Delayed flower opening in a JA-insensitive mutant

In our growth condition, most of the WT Micro-Tom plants produced nine flowers in the primary inflorescence. Figure (A) shows a typical primary inflorescence in which the first (a) and second (b) flowers have opened and the next three buds (c–e) have petals longer than the sepals (hereafter called the petal-emerged phase). The other four buds (f–i) did not show their petals (Figure (A)). We observed the daily developmental process of each flower bud in the inflorescence and found that one flower newly opened every day in basal to apical order, and once-opened flowers continued to open for two days before senescence. The duration of the petal-emerged phase (including the partially opened bud) was three days on average (Figure (D), (F)).

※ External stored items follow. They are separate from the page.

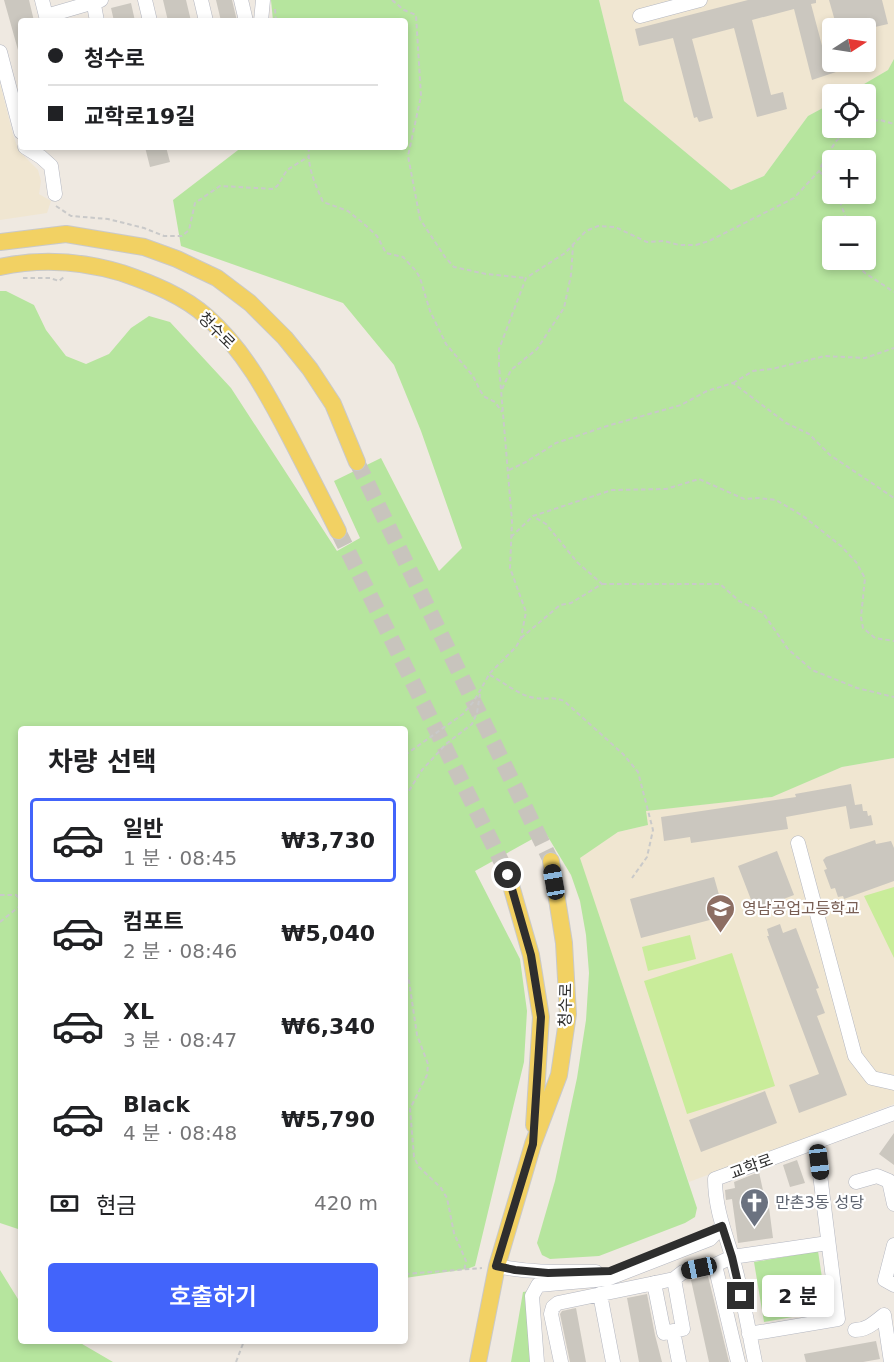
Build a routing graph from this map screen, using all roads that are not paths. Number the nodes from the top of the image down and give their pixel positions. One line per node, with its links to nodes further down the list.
1 (42, 0): 7 (street)
2 (145, 0): 10 (street)
3 (201, 0): 11 (street)
4 (241, 0): 12 (street)
5 (263, 0): 13 (street)
6 (700, 0): 8 (street)
7 (96, 1): 9 (street)
8 (640, 16)
9 (97, 18)
10 (149, 18)
11 (205, 18)
12 (245, 18)
13 (261, 18)
14 (0, 52): 15 (street)
15 (18, 121)
16 (31, 150): 17 (street)
17 (55, 194)
18 (0, 242): 20 (main road)
19 (0, 267): 21 (main road, 청수로)
20 (357, 462)
21 (338, 531)
22 (798, 843): 25 (street)
23 (551, 861): 28 (main road, 청수로)
24 (508, 875): 28 (main road, 청수로)
25 (894, 1083)
26 (894, 1113): 27 (street, 교학로)
27 (816, 1142): 31 (street, 교학로); 32 (street)
28 (533, 1144): 36 (main road, 청수로)
29 (856, 1182): 30 (street)
30 (894, 1204)
31 (722, 1226): 34 (street); 36 (street); 46 (street)
32 (828, 1243): 34 (street); 44 (street)
33 (894, 1245): 39 (street)
34 (732, 1257): 35 (street); 44 (street)
35 (715, 1265): 37 (street); 50 (street)
36 (496, 1266): 45 (main road, 청수로)
37 (674, 1279): 38 (street); 43 (street)
38 (654, 1283): 40 (street); 43 (street)
39 (894, 1285)
40 (600, 1294): 47 (street); 48 (street)
41 (889, 1310): 42 (street); 52 (street)
42 (855, 1330)
43 (673, 1331): 49 (street)
44 (749, 1334): 51 (street)
45 (478, 1362)
46 (537, 1362)
47 (561, 1362)
48 (613, 1362)
49 (679, 1362)
50 (738, 1362)
51 (755, 1362)
52 (891, 1362)

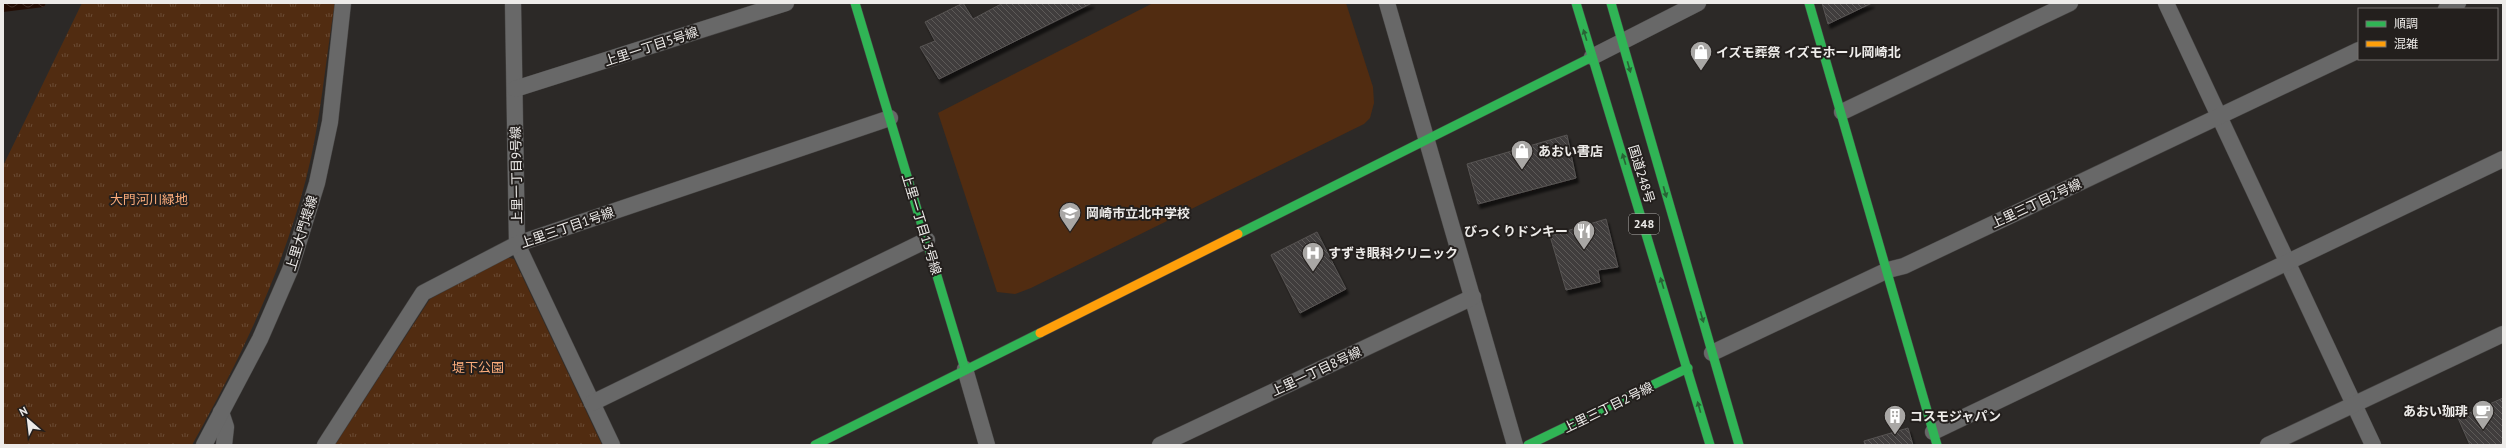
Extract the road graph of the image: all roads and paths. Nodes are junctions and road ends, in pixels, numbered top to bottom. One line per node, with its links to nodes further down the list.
1 (343, 3): 34 (street, 上里大門堤線)
2 (513, 3): 17 (street, 上里一丁目9号線)
3 (786, 3): 17 (street, 上里一丁目5号線)
4 (855, 3): 20 (main road, 上里一丁目13号線)
5 (1387, 3): 21 (street)
6 (1576, 3): 16 (main road, 国道248号 / 248, one-way to 6)
7 (1611, 3): 14 (main road, 国道248号 / 248)
8 (1698, 3): 14 (street)
9 (1809, 3): 18 (main road)
10 (2070, 3): 18 (street)
11 (2166, 3): 19 (street)
12 (2458, 3): 13 (street)
13 (2448, 8)
14 (1622, 40): 16 (street); 29 (main road, 国道248号 / 248, one-way to 29)
15 (2358, 50): 19 (street, 上里三丁目2号線)
16 (1592, 57): 21 (main road); 30 (main road, 国道248号 / 248, one-way to 16)
17 (515, 89): 24 (street, 上里一丁目9号線)
18 (1842, 112): 26 (main road)
19 (2219, 116): 25 (street); 26 (street, 上里三丁目2号線)
20 (890, 118): 23 (main road, 上里一丁目13号線); 24 (street, 上里三丁目1号線)
21 (1426, 138): 27 (street); 31 (main road)
22 (2503, 159): 25 (street)
23 (927, 240): 31 (main road, 上里一丁目13号線); 32 (street)
24 (517, 244): 32 (street, 上里一丁目9号線); 38 (street, 上里三丁目1号線)
25 (2288, 262): 33 (street); 35 (street)
26 (1888, 270): 29 (street, 上里三丁目2号線); 35 (main road)
27 (1473, 297): 42 (street, 上里一丁目8号線); 43 (street)
28 (2503, 334): 33 (street)
29 (1712, 353): 46 (main road, 国道248号 / 248)
30 (1688, 368): 44 (main road, 上里三丁目2号線); 45 (main road, 国道248号 / 248, one-way to 30)
31 (965, 369): 40 (main road); 41 (street, 上里一丁目13号線)
32 (592, 403): 39 (street, 上里一丁目9号線)
33 (2354, 405): 47 (street); 48 (street)
34 (221, 412): 36 (street, 上里大門堤線); 37 (street)
35 (1935, 438)
36 (204, 445)
37 (224, 445)
38 (325, 445)
39 (612, 445)
40 (815, 445)
41 (987, 445)
42 (1160, 445)
43 (1515, 445)
44 (1528, 445)
45 (1710, 445)
46 (1739, 445)
47 (2268, 445)
48 (2373, 445)

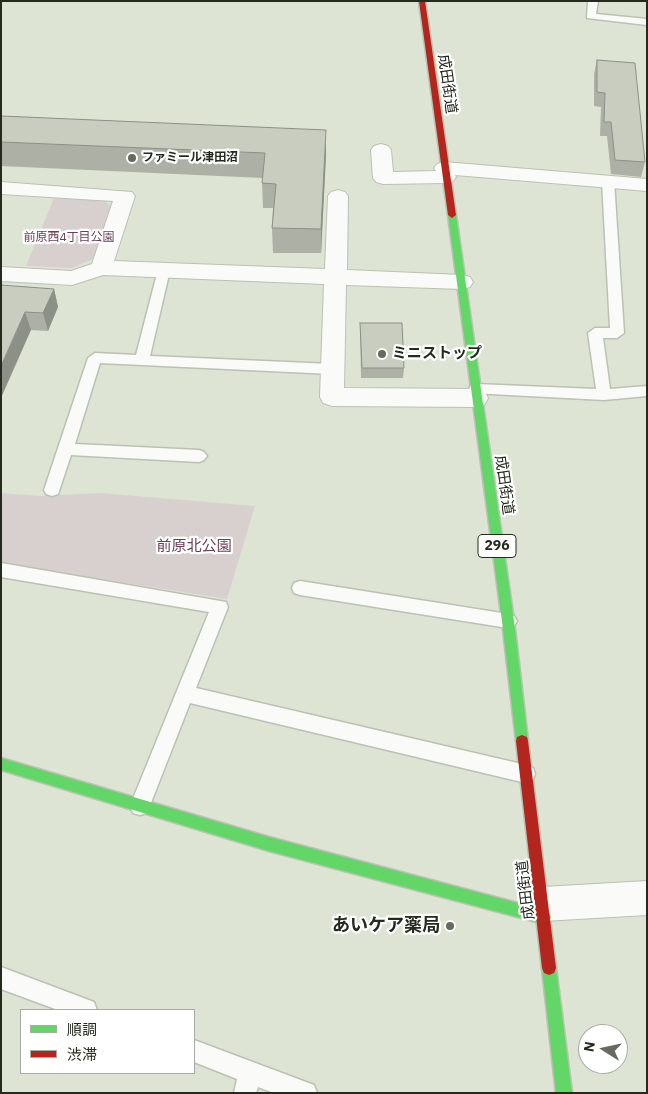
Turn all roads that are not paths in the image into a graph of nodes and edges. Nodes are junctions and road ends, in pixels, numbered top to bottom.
1 (422, 1) edge
2 (593, 1) edge
3 (647, 22) edge
4 (380, 150) dead end
5 (445, 173) junction
6 (608, 181) junction
7 (647, 185) edge
8 (1, 188) edge
9 (338, 196) dead end
10 (101, 268) junction
11 (164, 270) junction
12 (1, 274) edge
13 (337, 278) junction
14 (462, 282) junction
15 (142, 360) junction
16 (332, 369) junction
17 (647, 392) edge
18 (476, 394) junction
19 (604, 395) junction
20 (67, 449) junction
21 (198, 456) dead end
22 (52, 490) dead end
23 (1, 570) edge
24 (300, 588) dead end
25 (508, 621) junction
26 (186, 694) junction
27 (1, 764) edge
28 (526, 774) junction
29 (140, 806) junction
30 (647, 898) edge
31 (543, 910) junction
32 (1, 978) edge
33 (83, 1009) edge
34 (195, 1053) edge
35 (247, 1083) edge
36 (306, 1093) edge
37 (564, 1093) edge

1 - 5 main road, 成田街道 / 296
2 - 3 lane
4 - 5 street
5 - 6 street
5 - 14 main road, 成田街道 / 296
6 - 7 street
6 - 19 lane
8 - 10 street
9 - 13 street
10 - 11 street
10 - 12 street
11 - 13 street
11 - 15 lane
13 - 14 street
13 - 16 street
14 - 18 main road, 成田街道 / 296
15 - 16 lane
15 - 20 lane
16 - 18 street
17 - 19 lane
18 - 19 lane
18 - 25 main road, 成田街道 / 296
20 - 21 lane
20 - 22 lane
23 - 26 lane
24 - 25 lane
25 - 28 main road, 成田街道 / 296
26 - 28 lane
26 - 29 lane
27 - 29 main road
28 - 31 main road, 成田街道 / 296
29 - 31 main road
30 - 31 street
31 - 37 main road, 成田街道 / 296
32 - 33 lane
34 - 35 lane
35 - 36 lane

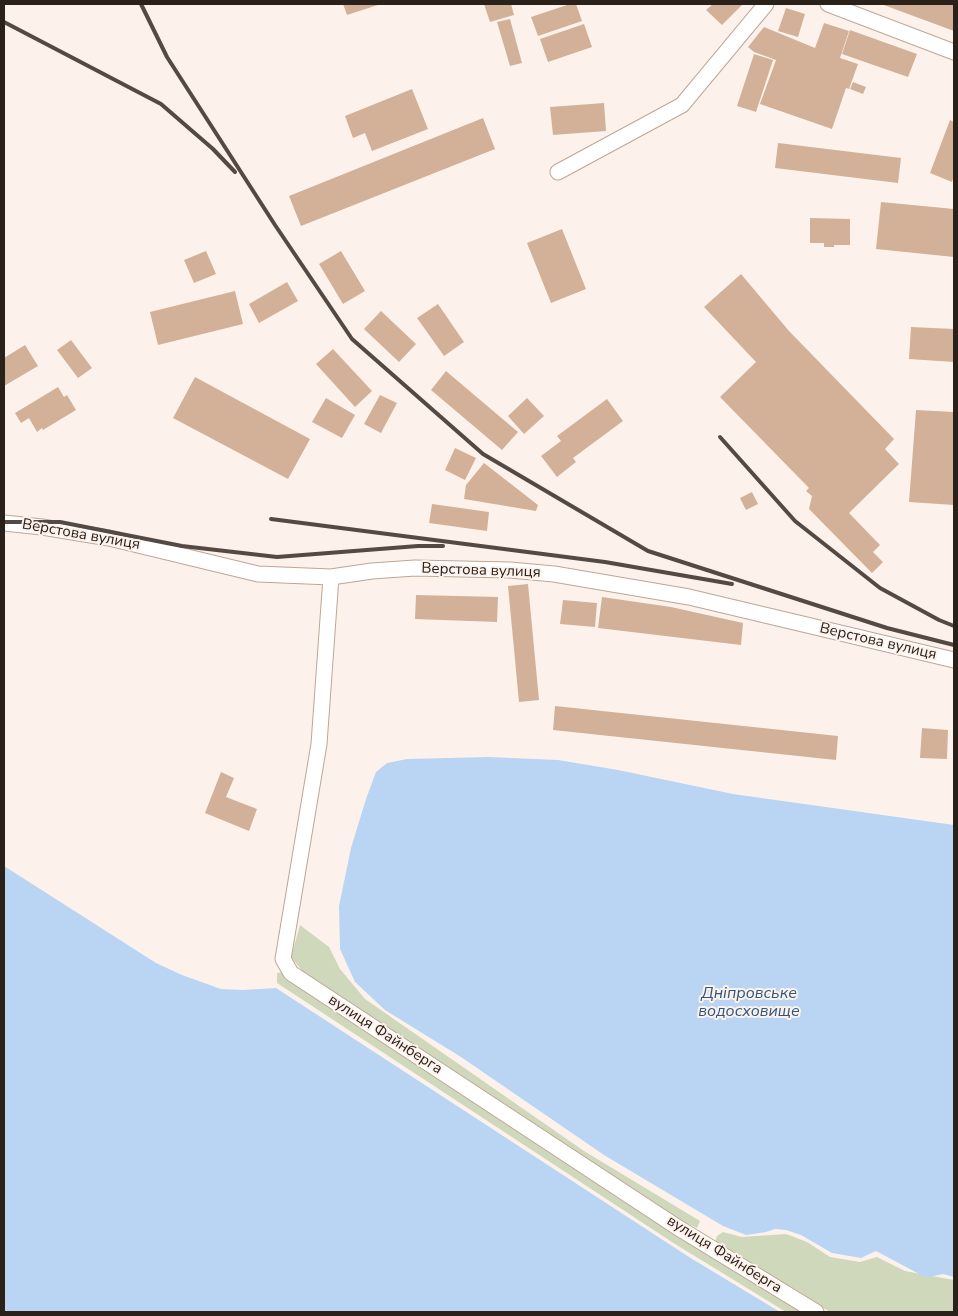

Figure 1. Delayed flower opening in JA-insensitive jai1-1 mutants.

Notes: (A–C) Primary inflorescences of WT Micro-Tom (MT-GH) (A) and jai1-1 (B, C) plants. (A) and (B) were almost at the same developmental stage because the size and shape of the young flower buds were equivalent. (C) was at a later stage around three days after (B). Each flower and flower bud was labeled with a lowercase letter (the largest one was a, followed in order by b, c, d...). A fully opened flower (white squares), a partially opened flower (grey squares), a petal-emerged bud (black squares), and a smaller bud (no square) are indicated, respectively. (D, E) Developmental progress of flower buds in WT (D) and jai1-1 (E). The shapes of all flower buds in a representative primary inflorescence were continuously observed once daily at noon. A fully opened flower (white bars), a partially opened flower (grey bars), a petal-emerged bud (black bars), and a smaller bud (black lines) were indicated, respectively. (F) Average length of the period from petal emergence (when petal exceeds sepal) to fully open, which is the sum of the lengths of petal-emerged buds and partially opened flowers. An error bar represents the SD. n is indicated in each bar. Significance was calculated using an unpaired Student’s t-test. ***p < 0.001.
Figure 1. Delayed flower opening in JA-insensitive jai1-1 mutants.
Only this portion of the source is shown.